**Description of the task:** All lines from the entries below that contain the string "numbered" should be copied out.

**Exercise data:**

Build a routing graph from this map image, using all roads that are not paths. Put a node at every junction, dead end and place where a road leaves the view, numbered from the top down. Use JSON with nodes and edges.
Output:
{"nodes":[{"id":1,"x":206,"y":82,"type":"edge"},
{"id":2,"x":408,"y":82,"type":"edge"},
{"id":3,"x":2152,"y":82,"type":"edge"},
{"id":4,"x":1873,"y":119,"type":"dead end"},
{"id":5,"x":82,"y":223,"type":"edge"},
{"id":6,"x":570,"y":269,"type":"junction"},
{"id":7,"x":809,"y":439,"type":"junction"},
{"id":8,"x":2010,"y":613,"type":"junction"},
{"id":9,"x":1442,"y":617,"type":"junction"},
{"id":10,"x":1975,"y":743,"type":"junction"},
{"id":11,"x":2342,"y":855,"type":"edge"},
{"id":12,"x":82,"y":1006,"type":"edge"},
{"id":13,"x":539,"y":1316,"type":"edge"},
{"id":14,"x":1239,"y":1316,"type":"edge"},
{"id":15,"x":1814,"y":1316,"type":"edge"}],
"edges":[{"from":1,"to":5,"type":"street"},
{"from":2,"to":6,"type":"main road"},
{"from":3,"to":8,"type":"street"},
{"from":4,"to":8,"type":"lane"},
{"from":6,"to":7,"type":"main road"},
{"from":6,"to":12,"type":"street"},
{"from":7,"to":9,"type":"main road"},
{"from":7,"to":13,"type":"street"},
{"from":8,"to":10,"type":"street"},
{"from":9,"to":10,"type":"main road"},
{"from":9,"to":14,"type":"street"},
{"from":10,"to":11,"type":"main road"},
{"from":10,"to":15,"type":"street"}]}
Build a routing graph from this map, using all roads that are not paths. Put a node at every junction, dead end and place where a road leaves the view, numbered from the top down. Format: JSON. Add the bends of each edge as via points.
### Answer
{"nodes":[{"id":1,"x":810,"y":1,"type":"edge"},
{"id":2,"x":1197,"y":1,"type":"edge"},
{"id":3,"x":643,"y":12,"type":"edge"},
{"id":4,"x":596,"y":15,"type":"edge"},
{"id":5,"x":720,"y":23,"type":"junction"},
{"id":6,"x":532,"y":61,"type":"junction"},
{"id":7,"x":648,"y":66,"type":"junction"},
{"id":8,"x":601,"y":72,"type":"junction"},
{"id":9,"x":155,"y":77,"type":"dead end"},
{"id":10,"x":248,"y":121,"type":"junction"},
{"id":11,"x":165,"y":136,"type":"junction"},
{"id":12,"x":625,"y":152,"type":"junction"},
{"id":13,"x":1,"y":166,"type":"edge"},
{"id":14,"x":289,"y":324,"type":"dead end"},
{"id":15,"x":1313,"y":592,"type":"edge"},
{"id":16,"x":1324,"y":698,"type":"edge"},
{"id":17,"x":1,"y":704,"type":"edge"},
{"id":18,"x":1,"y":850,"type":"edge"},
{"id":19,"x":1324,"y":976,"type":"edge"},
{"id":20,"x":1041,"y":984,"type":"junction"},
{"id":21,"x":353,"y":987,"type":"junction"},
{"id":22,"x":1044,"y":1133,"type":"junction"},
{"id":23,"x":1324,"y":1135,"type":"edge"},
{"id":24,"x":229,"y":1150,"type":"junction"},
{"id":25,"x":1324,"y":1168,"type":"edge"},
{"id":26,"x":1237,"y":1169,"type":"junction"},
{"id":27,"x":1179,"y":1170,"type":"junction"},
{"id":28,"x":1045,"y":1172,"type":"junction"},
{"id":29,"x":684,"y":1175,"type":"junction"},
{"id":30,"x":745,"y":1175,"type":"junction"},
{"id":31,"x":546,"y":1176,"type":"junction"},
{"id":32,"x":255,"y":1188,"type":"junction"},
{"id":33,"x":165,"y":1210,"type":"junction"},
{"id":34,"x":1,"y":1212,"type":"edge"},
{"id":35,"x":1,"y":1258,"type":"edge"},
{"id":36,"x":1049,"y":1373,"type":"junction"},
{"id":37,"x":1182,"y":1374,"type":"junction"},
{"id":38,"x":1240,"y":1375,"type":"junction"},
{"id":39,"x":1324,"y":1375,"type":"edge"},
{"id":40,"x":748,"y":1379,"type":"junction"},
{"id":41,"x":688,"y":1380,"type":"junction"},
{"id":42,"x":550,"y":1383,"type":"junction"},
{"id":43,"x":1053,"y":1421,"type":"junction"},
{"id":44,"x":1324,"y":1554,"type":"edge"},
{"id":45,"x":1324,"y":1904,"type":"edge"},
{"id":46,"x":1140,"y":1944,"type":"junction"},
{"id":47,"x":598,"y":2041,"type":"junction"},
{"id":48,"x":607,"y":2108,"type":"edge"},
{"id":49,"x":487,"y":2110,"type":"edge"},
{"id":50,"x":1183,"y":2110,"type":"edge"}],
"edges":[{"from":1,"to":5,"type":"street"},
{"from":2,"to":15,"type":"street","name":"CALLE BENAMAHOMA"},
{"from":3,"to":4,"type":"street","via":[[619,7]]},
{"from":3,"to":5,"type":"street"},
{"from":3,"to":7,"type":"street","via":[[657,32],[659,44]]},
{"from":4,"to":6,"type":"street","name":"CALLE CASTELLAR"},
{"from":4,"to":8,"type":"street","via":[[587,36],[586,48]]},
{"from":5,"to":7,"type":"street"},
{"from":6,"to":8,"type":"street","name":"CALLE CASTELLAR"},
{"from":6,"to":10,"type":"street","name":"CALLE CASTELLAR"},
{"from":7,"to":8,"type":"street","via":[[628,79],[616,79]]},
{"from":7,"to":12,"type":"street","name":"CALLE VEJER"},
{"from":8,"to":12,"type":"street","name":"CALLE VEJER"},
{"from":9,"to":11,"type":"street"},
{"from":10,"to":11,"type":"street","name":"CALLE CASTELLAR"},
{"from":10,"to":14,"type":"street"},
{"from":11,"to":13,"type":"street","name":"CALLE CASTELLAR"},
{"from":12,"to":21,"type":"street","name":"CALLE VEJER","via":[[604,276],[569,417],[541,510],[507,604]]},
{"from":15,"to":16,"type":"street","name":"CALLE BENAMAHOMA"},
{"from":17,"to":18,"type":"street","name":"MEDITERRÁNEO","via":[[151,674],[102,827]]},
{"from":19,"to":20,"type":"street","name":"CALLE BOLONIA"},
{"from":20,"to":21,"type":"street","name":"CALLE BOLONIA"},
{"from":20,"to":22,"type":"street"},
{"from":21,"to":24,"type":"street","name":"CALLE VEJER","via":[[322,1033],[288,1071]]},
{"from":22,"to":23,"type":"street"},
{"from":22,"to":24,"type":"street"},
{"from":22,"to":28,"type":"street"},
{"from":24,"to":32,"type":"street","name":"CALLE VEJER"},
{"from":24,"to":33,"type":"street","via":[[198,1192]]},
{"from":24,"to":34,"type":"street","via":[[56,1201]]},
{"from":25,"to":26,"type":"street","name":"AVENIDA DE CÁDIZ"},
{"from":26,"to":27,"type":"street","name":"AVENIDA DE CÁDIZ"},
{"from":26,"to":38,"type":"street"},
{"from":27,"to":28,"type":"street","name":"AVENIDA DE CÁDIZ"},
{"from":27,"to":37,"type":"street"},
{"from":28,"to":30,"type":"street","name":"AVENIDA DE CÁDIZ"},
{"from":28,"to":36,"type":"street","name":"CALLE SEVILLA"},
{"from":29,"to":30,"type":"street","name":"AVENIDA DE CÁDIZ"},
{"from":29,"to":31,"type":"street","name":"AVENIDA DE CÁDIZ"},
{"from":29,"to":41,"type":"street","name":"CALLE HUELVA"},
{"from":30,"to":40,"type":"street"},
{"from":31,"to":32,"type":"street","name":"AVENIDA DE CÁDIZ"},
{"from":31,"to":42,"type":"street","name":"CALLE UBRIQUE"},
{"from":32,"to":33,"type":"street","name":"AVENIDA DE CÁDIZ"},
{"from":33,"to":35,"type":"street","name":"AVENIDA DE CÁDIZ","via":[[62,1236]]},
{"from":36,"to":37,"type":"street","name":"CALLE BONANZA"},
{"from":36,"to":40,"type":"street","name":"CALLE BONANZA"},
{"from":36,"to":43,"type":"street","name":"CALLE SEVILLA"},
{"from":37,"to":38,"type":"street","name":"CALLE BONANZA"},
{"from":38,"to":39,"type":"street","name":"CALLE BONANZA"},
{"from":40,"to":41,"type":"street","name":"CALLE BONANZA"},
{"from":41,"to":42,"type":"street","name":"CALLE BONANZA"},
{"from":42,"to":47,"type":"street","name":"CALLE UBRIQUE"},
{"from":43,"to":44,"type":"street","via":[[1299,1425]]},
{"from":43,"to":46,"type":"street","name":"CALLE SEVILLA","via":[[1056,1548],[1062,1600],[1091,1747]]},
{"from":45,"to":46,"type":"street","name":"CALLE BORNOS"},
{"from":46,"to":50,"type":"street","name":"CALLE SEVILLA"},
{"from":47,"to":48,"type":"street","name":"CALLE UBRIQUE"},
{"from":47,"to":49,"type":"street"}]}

**Task result:**
Build a routing graph from this map image, using all roads that are not paths. Put a node at every junction, dead end and place where a road leaves the view, numbered from the top down. Use JSON with nodes and edges.
Build a routing graph from this map, using all roads that are not paths. Put a node at every junction, dead end and place where a road leaves the view, numbered from the top down. Format: JSON. Add the bends of each edge as via points.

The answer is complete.